Poultry farmers said animal feed is too expensive and continues to be a major constraint on poultry productivity, farmers said.
In an interview with The New Times, Andrew Butare, the president of the Rwanda Poultry Industry Association, said feed for laying hens, for example, currently costs Rwf560 per kilogram, an increase of about 65 percent from the Rwf340 it cost three years ago.
“The high cost of livestock feed is a major problem for us poultry farmers,” he said, indicating that feed accounts for about 70 percent of the inputs required in poultry production.
Butare said the price of feed affects the productivity of poultry and the consumption of their eggs and meat as sources of animal protein in the population.
“This (high cost of feed) increases production costs, which makes poultry products more expensive. As a result, fewer people can afford them, narrowing the market base,” he suggested.
Eggs actually cost Rwf 200 in some parts of Kigali, up from Rwf 100 three years ago.
Talking about the reasons for the increase in feed prices, Butare said they include the limited supply of maize and soybeans in the local market and the Russian-Ukrainian war, which has caused an increase in fuel prices and transport costs.

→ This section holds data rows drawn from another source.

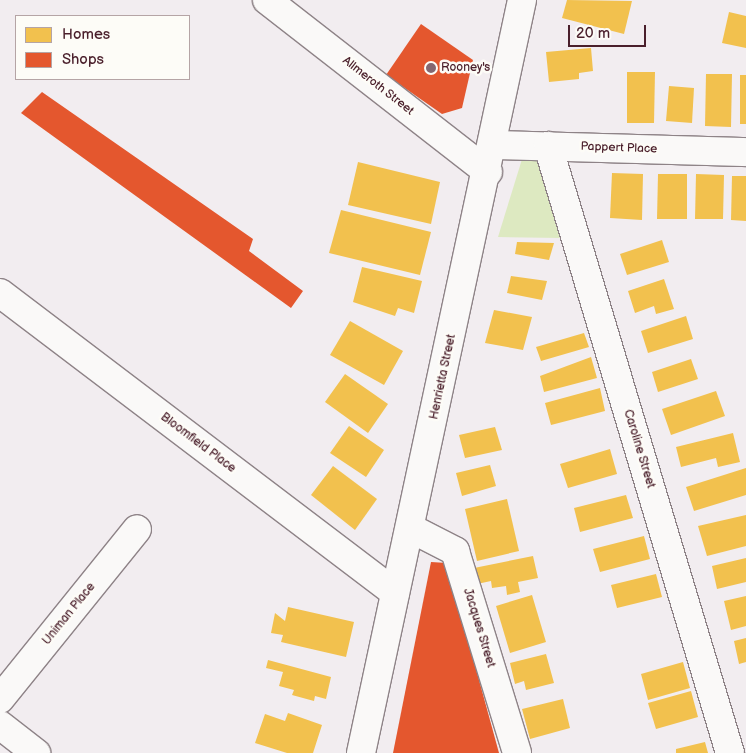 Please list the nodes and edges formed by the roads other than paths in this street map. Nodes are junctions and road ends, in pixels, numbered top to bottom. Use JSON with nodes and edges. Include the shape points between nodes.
{"nodes":[{"id":1,"x":267,"y":0,"type":"edge"},
{"id":2,"x":522,"y":0,"type":"edge"},
{"id":3,"x":548,"y":146,"type":"junction"},
{"id":4,"x":746,"y":152,"type":"edge"},
{"id":5,"x":490,"y":158,"type":"junction"},
{"id":6,"x":0,"y":294,"type":"edge"},
{"id":7,"x":410,"y":528,"type":"junction"},
{"id":8,"x":138,"y":529,"type":"dead end"},
{"id":9,"x":395,"y":592,"type":"junction"},
{"id":10,"x":0,"y":699,"type":"edge"},
{"id":11,"x":0,"y":725,"type":"edge"},
{"id":12,"x":36,"y":753,"type":"edge"},
{"id":13,"x":361,"y":753,"type":"edge"},
{"id":14,"x":517,"y":753,"type":"edge"},
{"id":15,"x":730,"y":753,"type":"edge"}],
"edges":[{"from":1,"to":5,"type":"street","name":"Allmeroth Street"},
{"from":2,"to":5,"type":"street","name":"Henrietta Street"},
{"from":3,"to":4,"type":"street","name":"Pappert Place"},
{"from":3,"to":5,"type":"street","name":"Pappert Place"},
{"from":3,"to":15,"type":"street","name":"Caroline Street"},
{"from":5,"to":7,"type":"street","name":"Henrietta Street"},
{"from":6,"to":9,"type":"street","name":"Bloomfield Place"},
{"from":7,"to":9,"type":"street","name":"Henrietta Street"},
{"from":7,"to":14,"type":"street","name":"Jacques Street","via":[[455,551]]},
{"from":8,"to":10,"type":"street","name":"Uniman Place"},
{"from":9,"to":13,"type":"street","name":"Henrietta Street"},
{"from":11,"to":12,"type":"street"}]}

Mathilde Mukasekuru, Ag. The Director General in charge of Livestock at the Ministry of Agriculture and Animal Resources said there has been an improvement in farm productivity in Rwanda, although there are still challenges especially with expensive feed.
She also said: “There are problems in terms of farmers’ market access for their poultry products [including eggs and meat] because the price is somehow high due to expensive feed.
Mukasekuru was speaking on Radio Rwanda on Tuesday, October 4, about Poultry Africa 2022, the continental poultry exhibition that is being held in Rwanda from October 5-6.
Jean Baptiste Musabyimana, CEO of Agri-Business Solutions (ABUSOL Ltd) – a Bugesera-based poultry farm with over 100,000 chickens producing over 70,000 eggs per day – said professional/commercial poultry farming is relatively new in Rwanda , however, indicating that it is growing.
Musabyimana, who is also the coordinator of Poultry Africa 2022, pointed out that livestock feeding is the main problem affecting farmers at present, linking the high cost of feed to the expensive raw materials needed to produce it.
He said maize costs Rwf 600 per kilogram while soybean costs Rwf 900.
“I think there are other strategies that should be designed to keep animal feed prices down,” he said.
Efforts to reduce feed costs
Mukasekuru said the problem of expensive animal feed has been there for a long time and has been increasing steadily with the passage of time.
She said that even food for human consumption is expensive, yet it is used to make feed for farm animals. These include corn, soybeans, rice, and sardines (fish).
“All of these ingredients are expensive at the moment and that’s one of the factors that makes animal feed expensive,” she said.
Among measures to address the problem, Mukasekuru recommended increasing agricultural production and feed storage capacity, especially at the industrial level.
“It is to encourage feed factory owners to set up enough storage facilities so that in case of harvest, they can collect and store for a long time to get the necessary raw materials to produce animal feed,” she said.
She also said that other strategies may include linking poultry farmers with financial institutions to provide them with loans at low interest rates to help them obtain animal feed.
In addition, it said the government waived the 18 percent value-added tax on imported raw materials for feed production.
“These are all measures to reduce the cost of animal feed and ultimately livestock or poultry products,” she said.
Meanwhile, Mukasekuru said ongoing efforts are underway in the country to utilize black soldier fly larvae as an alternative and affordable source of protein for poultry feed and that there is hope for productivity.
Figures from the Ministry of Agriculture and Animal Resources show that feed factories in Rwanda currently produce over 60,000 tonnes of commercial poultry feed annually.
The country also now has 27 large commercial poultry farmers raising 20,000 to 70,000 layers, 258 medium-sized poultry farmers with 5,000 to 20,000 layers, and 265 small commercial poultry farmers raising 1,000 to 5,000 layers.